> _Work to complete_: Look for the word "nodes" in the data below, and copy every line that holds it.

Dataset entries:
==================================================

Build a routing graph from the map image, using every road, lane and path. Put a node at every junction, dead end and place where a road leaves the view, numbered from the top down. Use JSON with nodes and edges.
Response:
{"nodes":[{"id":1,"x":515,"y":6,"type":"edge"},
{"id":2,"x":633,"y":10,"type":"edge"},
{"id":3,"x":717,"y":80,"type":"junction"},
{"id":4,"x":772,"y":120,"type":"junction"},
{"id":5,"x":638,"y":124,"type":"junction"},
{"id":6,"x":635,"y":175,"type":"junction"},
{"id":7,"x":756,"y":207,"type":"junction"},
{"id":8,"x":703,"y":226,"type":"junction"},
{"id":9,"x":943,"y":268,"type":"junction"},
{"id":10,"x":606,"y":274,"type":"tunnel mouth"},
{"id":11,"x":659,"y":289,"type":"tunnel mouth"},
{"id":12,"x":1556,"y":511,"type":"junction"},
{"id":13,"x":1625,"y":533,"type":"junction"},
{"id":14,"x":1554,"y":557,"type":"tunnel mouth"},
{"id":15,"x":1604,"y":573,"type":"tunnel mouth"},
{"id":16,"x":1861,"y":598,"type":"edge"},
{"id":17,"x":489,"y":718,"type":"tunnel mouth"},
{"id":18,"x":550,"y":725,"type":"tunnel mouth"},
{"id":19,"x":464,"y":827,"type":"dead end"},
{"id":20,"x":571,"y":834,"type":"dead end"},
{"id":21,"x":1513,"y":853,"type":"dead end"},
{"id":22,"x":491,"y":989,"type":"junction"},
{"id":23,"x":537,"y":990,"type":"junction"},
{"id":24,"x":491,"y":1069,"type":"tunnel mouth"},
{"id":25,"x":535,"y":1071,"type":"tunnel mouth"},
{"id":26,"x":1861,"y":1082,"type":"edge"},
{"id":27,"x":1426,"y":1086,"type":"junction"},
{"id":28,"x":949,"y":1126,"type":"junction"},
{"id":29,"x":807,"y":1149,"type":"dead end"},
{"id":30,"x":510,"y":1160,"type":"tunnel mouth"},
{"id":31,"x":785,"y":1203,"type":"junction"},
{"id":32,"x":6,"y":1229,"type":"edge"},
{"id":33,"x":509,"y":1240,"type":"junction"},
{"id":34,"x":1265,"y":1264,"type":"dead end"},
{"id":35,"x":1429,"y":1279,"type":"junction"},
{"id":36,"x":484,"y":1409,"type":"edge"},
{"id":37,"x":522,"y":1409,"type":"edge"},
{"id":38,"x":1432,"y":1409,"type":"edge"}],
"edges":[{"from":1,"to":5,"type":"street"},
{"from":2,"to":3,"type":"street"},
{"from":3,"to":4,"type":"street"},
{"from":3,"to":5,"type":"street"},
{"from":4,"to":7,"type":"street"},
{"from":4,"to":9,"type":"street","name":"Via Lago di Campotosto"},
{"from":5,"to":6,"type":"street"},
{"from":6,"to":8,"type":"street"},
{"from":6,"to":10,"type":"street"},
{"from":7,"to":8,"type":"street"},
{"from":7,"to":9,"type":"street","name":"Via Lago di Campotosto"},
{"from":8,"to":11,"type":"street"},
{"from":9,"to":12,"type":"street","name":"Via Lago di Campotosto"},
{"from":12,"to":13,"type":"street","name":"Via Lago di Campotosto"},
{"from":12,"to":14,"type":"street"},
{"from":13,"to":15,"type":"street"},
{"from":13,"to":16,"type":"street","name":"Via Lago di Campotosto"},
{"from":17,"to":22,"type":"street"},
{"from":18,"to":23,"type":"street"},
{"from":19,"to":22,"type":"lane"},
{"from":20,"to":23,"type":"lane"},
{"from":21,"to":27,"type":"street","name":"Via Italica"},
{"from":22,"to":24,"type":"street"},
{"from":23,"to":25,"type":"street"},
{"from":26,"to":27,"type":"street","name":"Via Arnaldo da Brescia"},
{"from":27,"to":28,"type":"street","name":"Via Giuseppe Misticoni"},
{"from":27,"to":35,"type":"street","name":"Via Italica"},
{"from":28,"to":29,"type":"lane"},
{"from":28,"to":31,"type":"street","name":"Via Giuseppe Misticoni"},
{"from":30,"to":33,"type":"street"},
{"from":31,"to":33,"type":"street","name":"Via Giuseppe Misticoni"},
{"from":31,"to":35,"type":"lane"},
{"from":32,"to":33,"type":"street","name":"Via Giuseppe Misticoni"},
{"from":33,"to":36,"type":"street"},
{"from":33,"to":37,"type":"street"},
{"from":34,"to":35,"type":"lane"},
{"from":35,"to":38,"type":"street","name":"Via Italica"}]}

==================================================

> _Task solution_:
Build a routing graph from the map image, using every road, lane and path. Put a node at every junction, dead end and place where a road leaves the view, numbered from the top down. Use JSON with nodes and edges.
{"nodes":[{"id":1,"x":515,"y":6,"type":"edge"},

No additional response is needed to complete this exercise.